WHAT IS NEEDED:
Go through the entries and say how many lines contain the string "Effrem". The number is the whole answer.

Saved entries:
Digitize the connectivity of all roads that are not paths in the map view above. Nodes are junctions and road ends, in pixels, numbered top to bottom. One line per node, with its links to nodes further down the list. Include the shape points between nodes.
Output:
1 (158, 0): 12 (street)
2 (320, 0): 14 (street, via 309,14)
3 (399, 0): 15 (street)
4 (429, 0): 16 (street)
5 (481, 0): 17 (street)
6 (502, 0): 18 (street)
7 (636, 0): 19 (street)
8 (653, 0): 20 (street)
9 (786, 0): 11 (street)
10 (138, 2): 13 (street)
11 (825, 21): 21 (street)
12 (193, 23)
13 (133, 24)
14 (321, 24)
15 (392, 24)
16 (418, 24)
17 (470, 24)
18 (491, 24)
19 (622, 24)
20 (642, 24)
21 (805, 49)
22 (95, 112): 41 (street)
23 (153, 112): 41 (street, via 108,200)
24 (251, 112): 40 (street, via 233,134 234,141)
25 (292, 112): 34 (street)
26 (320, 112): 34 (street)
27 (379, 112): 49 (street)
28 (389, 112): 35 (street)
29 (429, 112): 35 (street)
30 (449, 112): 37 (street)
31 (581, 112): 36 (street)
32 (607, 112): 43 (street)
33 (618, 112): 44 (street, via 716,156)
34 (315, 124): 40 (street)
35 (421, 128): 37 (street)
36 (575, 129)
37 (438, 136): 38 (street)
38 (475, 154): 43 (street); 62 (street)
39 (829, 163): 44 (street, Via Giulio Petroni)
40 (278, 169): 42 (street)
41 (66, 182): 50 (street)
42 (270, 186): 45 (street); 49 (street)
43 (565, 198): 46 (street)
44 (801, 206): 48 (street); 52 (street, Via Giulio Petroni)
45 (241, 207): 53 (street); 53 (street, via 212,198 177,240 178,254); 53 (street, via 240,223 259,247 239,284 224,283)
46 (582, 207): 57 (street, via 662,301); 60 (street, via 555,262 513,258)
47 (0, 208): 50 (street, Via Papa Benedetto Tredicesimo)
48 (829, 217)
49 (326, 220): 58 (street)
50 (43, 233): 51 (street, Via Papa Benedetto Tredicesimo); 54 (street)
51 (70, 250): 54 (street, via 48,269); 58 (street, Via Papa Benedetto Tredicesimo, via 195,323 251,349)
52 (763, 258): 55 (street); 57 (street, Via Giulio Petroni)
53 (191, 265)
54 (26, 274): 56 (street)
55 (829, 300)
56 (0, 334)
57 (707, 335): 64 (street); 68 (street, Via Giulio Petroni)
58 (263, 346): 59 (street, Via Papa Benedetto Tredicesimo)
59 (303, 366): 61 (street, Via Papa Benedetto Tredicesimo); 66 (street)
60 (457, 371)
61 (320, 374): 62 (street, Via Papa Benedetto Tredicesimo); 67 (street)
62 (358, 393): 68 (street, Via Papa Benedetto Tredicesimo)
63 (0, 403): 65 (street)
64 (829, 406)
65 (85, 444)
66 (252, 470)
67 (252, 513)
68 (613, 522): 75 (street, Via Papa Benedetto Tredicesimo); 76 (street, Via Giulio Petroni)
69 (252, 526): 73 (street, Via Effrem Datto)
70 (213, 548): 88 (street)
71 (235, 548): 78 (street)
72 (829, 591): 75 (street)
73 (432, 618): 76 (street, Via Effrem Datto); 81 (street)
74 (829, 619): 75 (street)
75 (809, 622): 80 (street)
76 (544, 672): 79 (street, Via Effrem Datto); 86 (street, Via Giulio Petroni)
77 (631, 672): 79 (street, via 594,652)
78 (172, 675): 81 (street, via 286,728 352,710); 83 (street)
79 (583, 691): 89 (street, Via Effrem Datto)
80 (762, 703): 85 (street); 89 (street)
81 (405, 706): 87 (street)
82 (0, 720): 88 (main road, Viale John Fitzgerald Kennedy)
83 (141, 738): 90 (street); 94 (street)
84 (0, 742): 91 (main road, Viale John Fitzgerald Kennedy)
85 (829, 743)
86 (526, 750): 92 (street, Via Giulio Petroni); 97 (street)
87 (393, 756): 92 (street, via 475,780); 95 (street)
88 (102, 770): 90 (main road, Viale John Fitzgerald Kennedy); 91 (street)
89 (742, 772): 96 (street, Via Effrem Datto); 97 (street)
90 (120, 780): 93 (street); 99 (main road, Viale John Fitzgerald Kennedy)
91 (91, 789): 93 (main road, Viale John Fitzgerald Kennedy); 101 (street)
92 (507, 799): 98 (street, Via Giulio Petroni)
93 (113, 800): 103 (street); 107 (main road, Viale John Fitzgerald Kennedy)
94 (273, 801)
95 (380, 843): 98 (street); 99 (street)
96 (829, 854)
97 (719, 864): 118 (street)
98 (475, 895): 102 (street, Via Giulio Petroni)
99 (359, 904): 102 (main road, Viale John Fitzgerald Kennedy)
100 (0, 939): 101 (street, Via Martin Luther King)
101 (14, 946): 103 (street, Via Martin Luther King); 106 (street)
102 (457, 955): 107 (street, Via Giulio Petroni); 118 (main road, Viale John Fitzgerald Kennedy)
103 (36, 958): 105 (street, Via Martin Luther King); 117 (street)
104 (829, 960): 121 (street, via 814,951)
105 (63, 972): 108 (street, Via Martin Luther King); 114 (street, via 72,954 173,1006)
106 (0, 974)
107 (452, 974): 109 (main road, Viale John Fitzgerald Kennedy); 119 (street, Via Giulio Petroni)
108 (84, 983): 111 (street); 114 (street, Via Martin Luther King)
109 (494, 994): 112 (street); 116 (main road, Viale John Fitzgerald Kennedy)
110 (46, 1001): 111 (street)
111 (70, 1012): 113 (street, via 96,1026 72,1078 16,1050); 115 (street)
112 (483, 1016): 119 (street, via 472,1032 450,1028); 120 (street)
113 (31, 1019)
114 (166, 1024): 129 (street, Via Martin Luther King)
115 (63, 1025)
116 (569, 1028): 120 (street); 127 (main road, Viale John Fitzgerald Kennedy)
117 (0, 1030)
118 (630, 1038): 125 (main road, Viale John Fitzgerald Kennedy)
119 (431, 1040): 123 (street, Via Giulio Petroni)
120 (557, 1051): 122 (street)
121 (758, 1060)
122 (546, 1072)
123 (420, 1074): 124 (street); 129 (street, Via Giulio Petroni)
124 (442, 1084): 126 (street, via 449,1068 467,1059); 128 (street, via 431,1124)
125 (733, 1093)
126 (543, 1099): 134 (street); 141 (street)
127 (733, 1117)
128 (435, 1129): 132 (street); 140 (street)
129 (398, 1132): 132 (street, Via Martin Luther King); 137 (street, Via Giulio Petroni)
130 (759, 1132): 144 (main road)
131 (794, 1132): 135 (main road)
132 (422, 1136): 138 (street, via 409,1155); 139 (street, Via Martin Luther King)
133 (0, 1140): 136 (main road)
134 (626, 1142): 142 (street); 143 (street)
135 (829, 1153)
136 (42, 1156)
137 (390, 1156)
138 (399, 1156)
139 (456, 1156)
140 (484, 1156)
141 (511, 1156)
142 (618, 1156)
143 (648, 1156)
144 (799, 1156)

OUTPUT FOR THIS EXERCISE:
5